Cento mila esuli giuliano dalmati a Udine dal 1945 al 1960
In via Pradamano sono passati più di centomila giuliani, istriani e dalmati e qualche balcanico in fuga dal comunismo. A Udine essi hanno trovato bene o male un alloggio e un po’ di solidarietà prima di proseguire verso altri Centri raccolta profughi su scala nazionale, oppure emigrando in Australia, Canada, USA e Brasile.
La prima grande città italiana, dal confine iugoslavo, era Udine, dato che Trieste, fino al 1954, era occupata dagli Alleati, nell’effimero Territorio Libero di Trieste.
Pochi conoscono il ruolo rivestito da Udine nell’accoglienza a tante famiglie di esuli obbligati, avendo optato per la cittadinanza italiana, a lasciare le loro terre e i loro beni. Anche la cifra di oltre centomila profughi giuliano dalmati transitati qui viene ricordata solo da qualche friulano.

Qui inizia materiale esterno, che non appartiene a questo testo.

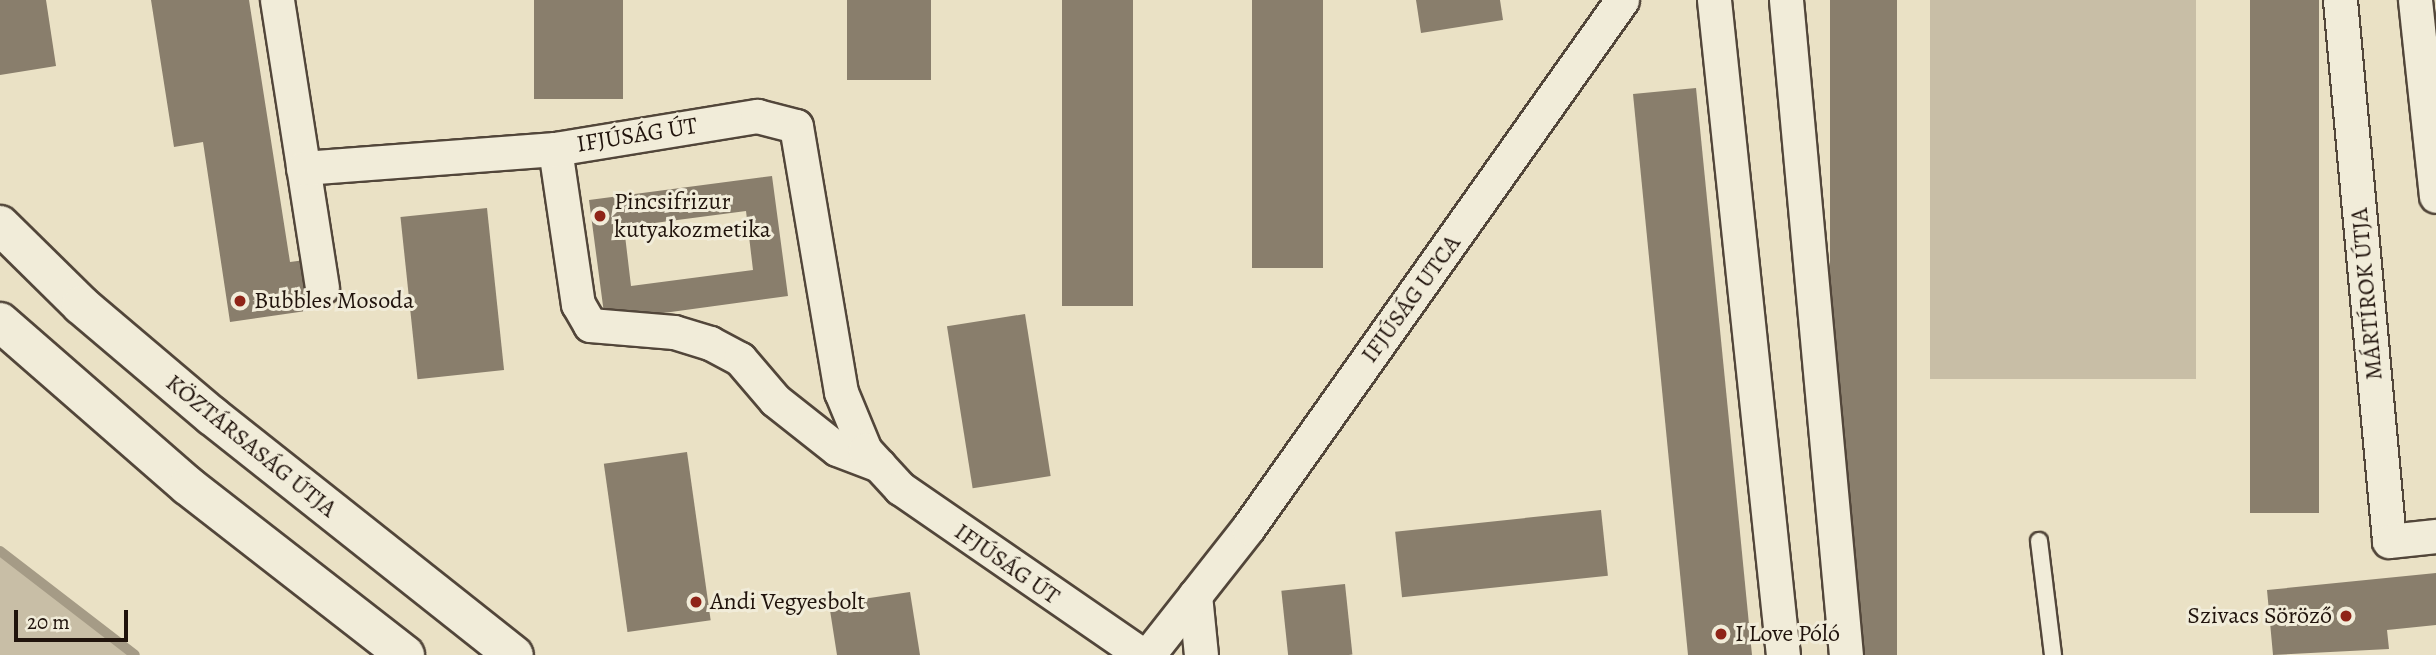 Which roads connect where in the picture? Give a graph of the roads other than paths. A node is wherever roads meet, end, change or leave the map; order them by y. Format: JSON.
{"nodes":[{"id":1,"x":277,"y":0,"type":"edge"},
{"id":2,"x":1622,"y":0,"type":"edge"},
{"id":3,"x":1714,"y":0,"type":"edge"},
{"id":4,"x":1786,"y":0,"type":"edge"},
{"id":5,"x":2340,"y":0,"type":"edge"},
{"id":6,"x":2415,"y":0,"type":"edge"},
{"id":7,"x":555,"y":149,"type":"junction"},
{"id":8,"x":303,"y":168,"type":"junction"},
{"id":9,"x":2436,"y":196,"type":"edge"},
{"id":10,"x":0,"y":225,"type":"edge"},
{"id":11,"x":322,"y":287,"type":"dead end"},
{"id":12,"x":0,"y":322,"type":"edge"},
{"id":13,"x":879,"y":465,"type":"junction"},
{"id":14,"x":2436,"y":536,"type":"edge"},
{"id":15,"x":2039,"y":541,"type":"dead end"},
{"id":16,"x":1195,"y":595,"type":"junction"},
{"id":17,"x":405,"y":655,"type":"edge"},
{"id":18,"x":514,"y":655,"type":"edge"},
{"id":19,"x":1142,"y":655,"type":"edge"},
{"id":20,"x":1148,"y":655,"type":"edge"},
{"id":21,"x":1201,"y":655,"type":"edge"},
{"id":22,"x":1783,"y":655,"type":"edge"},
{"id":23,"x":1846,"y":655,"type":"edge"},
{"id":24,"x":2053,"y":655,"type":"edge"}],
"edges":[{"from":1,"to":8,"type":"street"},
{"from":2,"to":16,"type":"street","name":"IFJÚSÁG UTCA"},
{"from":3,"to":22,"type":"street"},
{"from":4,"to":23,"type":"street"},
{"from":5,"to":14,"type":"street","name":"MÁRTÍROK ÚTJA"},
{"from":6,"to":9,"type":"street"},
{"from":7,"to":8,"type":"street"},
{"from":7,"to":13,"type":"street","name":"IFJÚSÁG ÚT"},
{"from":7,"to":13,"type":"street","name":"IFJÚSÁG ÚT"},
{"from":8,"to":11,"type":"street"},
{"from":10,"to":18,"type":"street","name":"KÖZTÁRSASÁG ÚTJA"},
{"from":12,"to":17,"type":"street"},
{"from":13,"to":19,"type":"street","name":"IFJÚSÁG ÚT"},
{"from":15,"to":24,"type":"lane"},
{"from":16,"to":20,"type":"street","name":"IFJÚSÁG UTCA"},
{"from":16,"to":21,"type":"street"}]}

Certo che il Campo, gestito dal Ministero degli Interni, non era un hotel di lusso. C’erano grandi camerate divise da divisori con vecchie coperte, letti a castello e bucati stesi. La cucina era merito delle brave cuoche istriane per la mensa comune con stoviglie di latta. Le famiglie si arrangiavano come potevano. In Campo profughi c’erano anche un medico, l’infermeria e la messa la domenica; vi partecipava anche la gente del quartiere, dato che la chiesa di San Pio X non esisteva ancora. Nel 1957 in Campo profughi c’era persino il primo televisore!
Gli anni del dopoguerra erano duri per tutti, è inutile negarlo. Fino all’estate 1949 c’era ancora la tessera per il pane, la pasta e il sapone. Le spese erano molto attente: come ha scritto Renzo Valente, ‘a Pasqua si comperavano le scarpe e ogni cinque Natali il cappotto! Alcuni udinesi, rimasti senza casa perché bombardata dagli angloamericani, dovevano accontentarsi di alloggi precari, come gli esuli. Venivano abitate pure le baracche di lamiera lasciate dagli inglesi nel cosiddetto Villaggio metallico di Paderno, in Via Monte Sei Busi. Poi sono arrivate le case Fanfani e quelle, appunto per i profughi “coi schei dei Americani”, del Villaggio giuliano di via Cormòr Alto.
«Alcuni particolari mi hanno veramente colpito nelle mie interviste – ha detto Varutti – come le morti atroci nelle foibe, le fughe rocambolesche (con barchette a remi o persino a nuoto!) dalle coste istriane, lettere di familiari scomparsi amorosamente conservate dagli discendenti. Come quell’ultimo biglietto per la moglie scritto col lapis dall’impiegato dell’acquedotto Francesco Mattini di Pinguente e consegnato al figlio Vittore che riuscì a eludere le guardie titine».